Problem details: Give all of the listing again word for word, with images excluded.

Information shown:
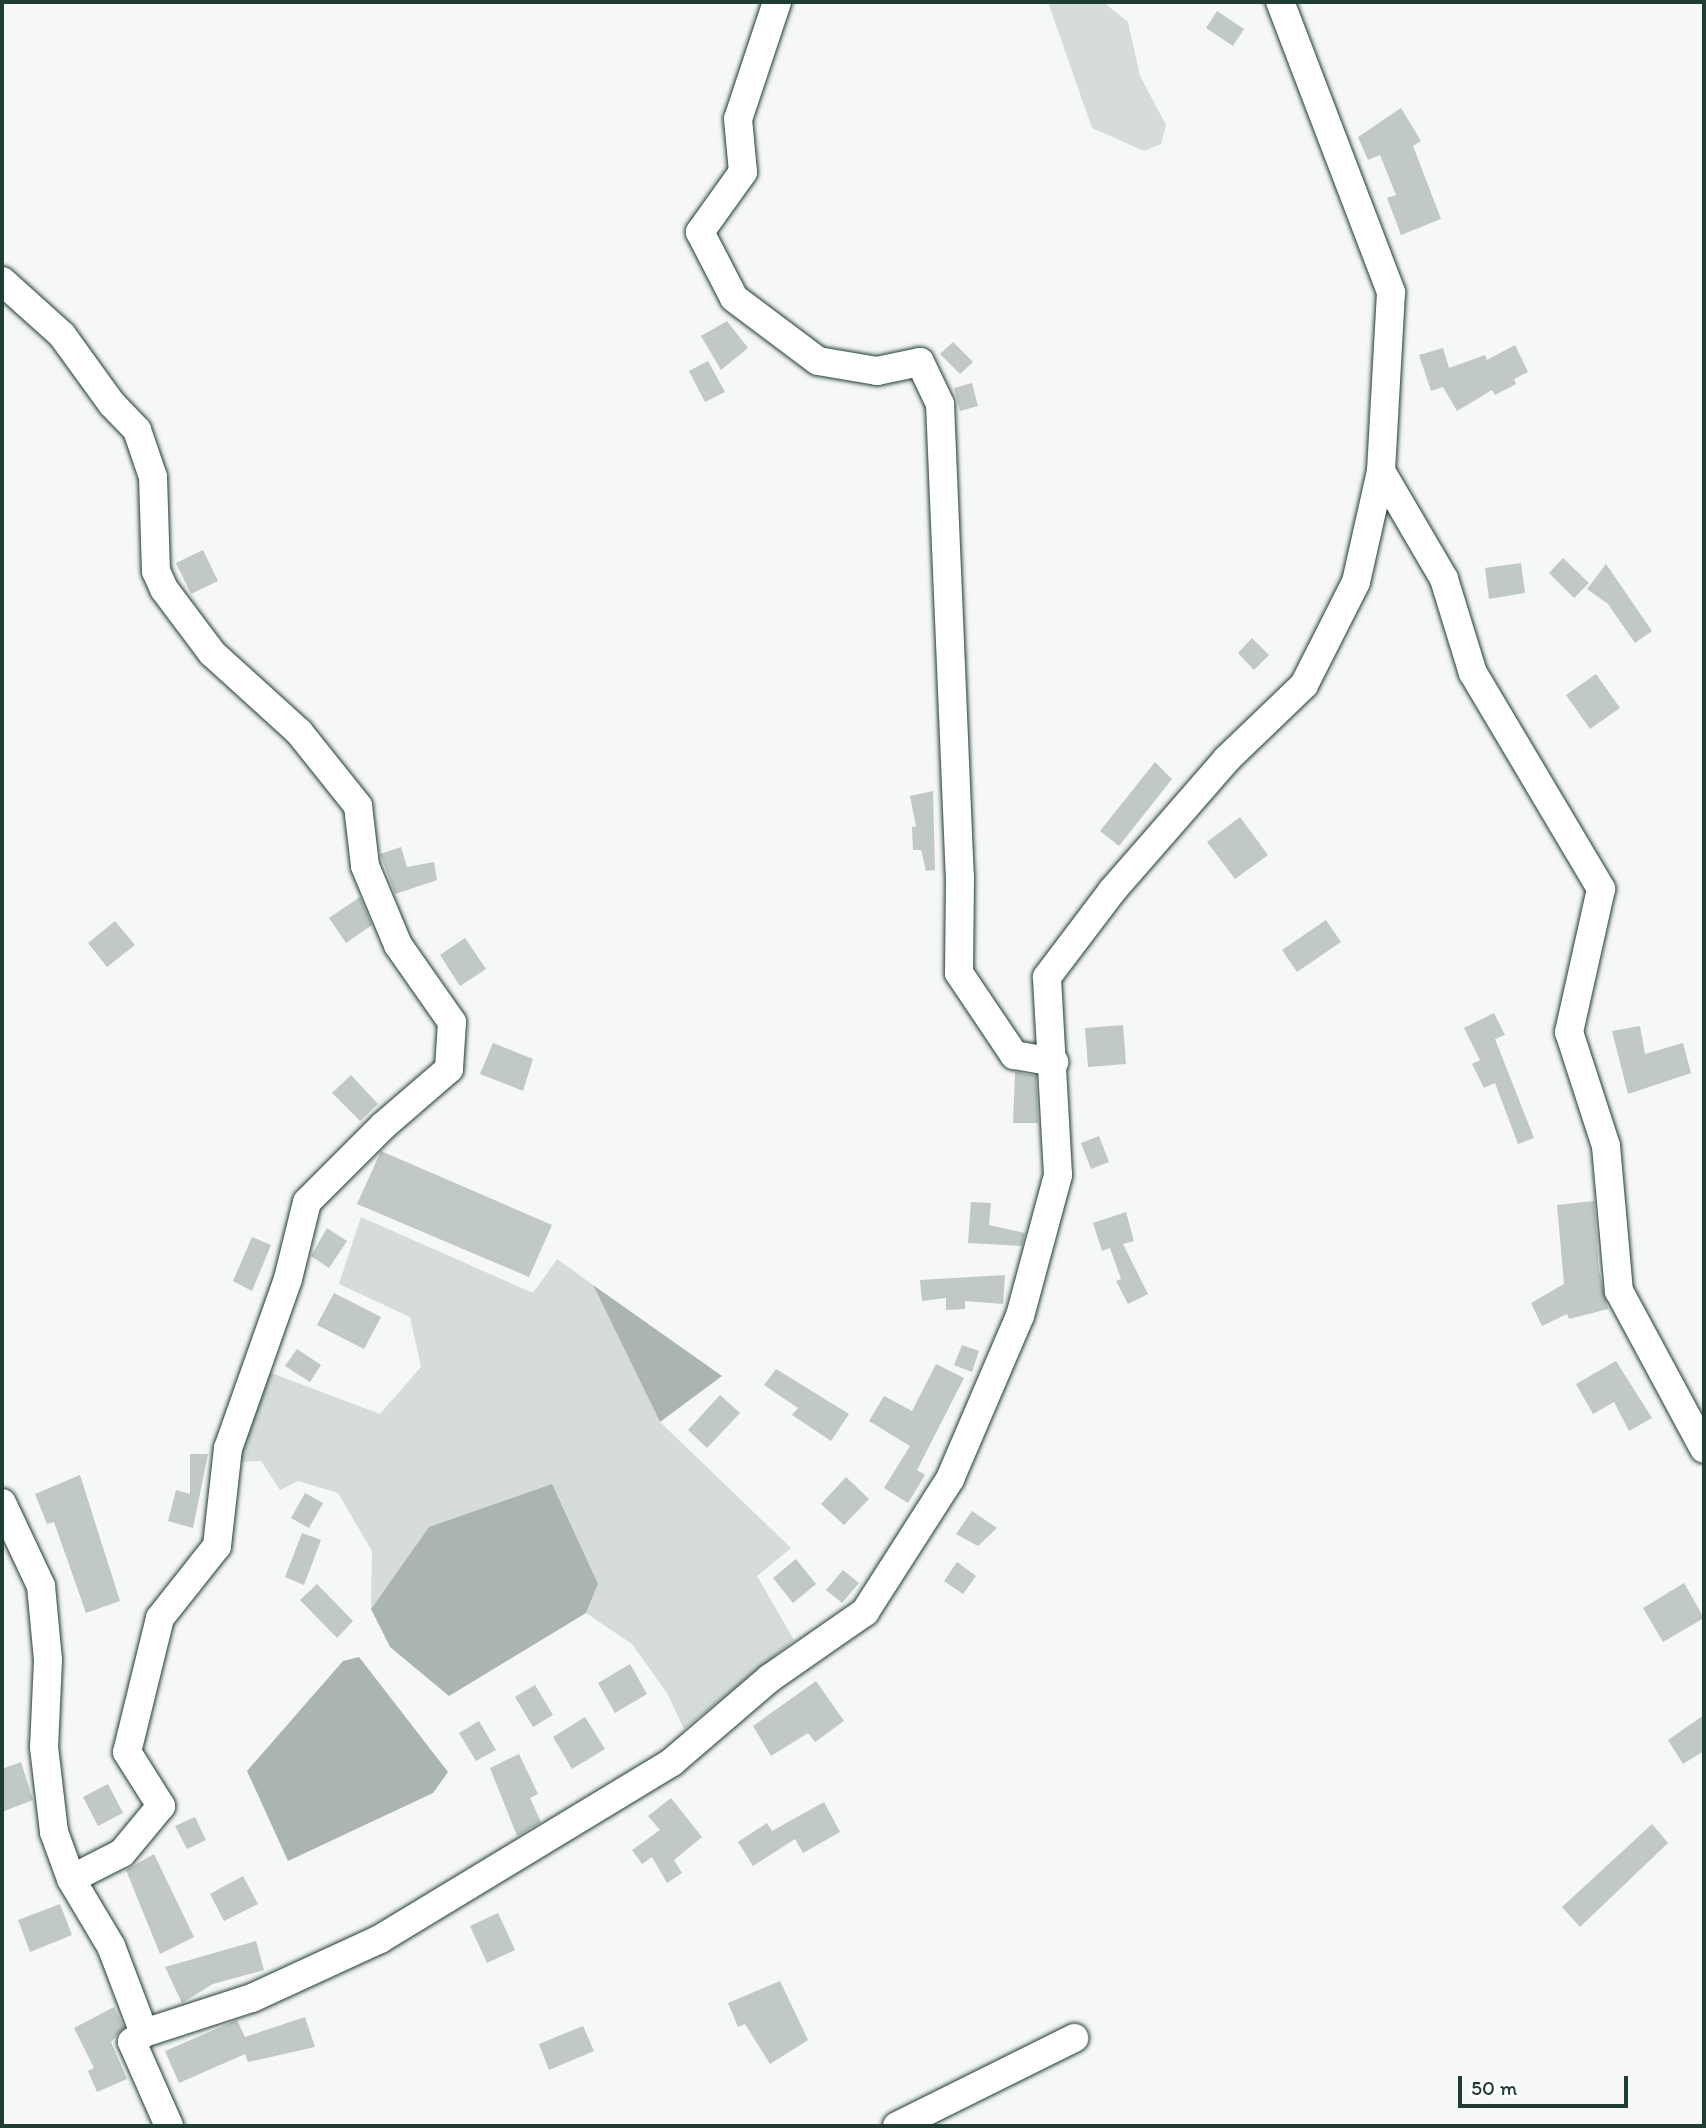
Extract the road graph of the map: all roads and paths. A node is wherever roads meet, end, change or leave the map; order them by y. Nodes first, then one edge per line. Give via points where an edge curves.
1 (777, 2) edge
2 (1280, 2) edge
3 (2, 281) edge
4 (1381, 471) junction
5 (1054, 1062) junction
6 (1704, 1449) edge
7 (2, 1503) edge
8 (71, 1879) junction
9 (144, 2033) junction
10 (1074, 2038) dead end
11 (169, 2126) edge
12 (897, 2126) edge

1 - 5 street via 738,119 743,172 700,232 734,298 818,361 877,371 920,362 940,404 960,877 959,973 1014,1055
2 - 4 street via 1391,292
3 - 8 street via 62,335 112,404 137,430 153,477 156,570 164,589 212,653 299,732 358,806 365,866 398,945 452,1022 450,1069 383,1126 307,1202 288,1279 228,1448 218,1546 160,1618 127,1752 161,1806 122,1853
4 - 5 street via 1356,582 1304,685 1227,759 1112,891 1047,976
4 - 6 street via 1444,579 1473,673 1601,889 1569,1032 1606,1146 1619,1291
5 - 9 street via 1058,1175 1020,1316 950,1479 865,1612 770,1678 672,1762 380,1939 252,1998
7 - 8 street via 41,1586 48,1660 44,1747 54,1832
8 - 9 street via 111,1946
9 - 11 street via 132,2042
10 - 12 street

Task response:
Extract the road graph of the map: all roads and paths. A node is wherever roads meet, end, change or leave the map; order them by y. Nodes first, then one edge per line. Give via points where an edge curves.
1 (777, 2) edge
2 (1280, 2) edge
3 (2, 281) edge
4 (1381, 471) junction
5 (1054, 1062) junction
6 (1704, 1449) edge
7 (2, 1503) edge
8 (71, 1879) junction
9 (144, 2033) junction
10 (1074, 2038) dead end
11 (169, 2126) edge
12 (897, 2126) edge

1 - 5 street via 738,119 743,172 700,232 734,298 818,361 877,371 920,362 940,404 960,877 959,973 1014,1055
2 - 4 street via 1391,292
3 - 8 street via 62,335 112,404 137,430 153,477 156,570 164,589 212,653 299,732 358,806 365,866 398,945 452,1022 450,1069 383,1126 307,1202 288,1279 228,1448 218,1546 160,1618 127,1752 161,1806 122,1853
4 - 5 street via 1356,582 1304,685 1227,759 1112,891 1047,976
4 - 6 street via 1444,579 1473,673 1601,889 1569,1032 1606,1146 1619,1291
5 - 9 street via 1058,1175 1020,1316 950,1479 865,1612 770,1678 672,1762 380,1939 252,1998
7 - 8 street via 41,1586 48,1660 44,1747 54,1832
8 - 9 street via 111,1946
9 - 11 street via 132,2042
10 - 12 street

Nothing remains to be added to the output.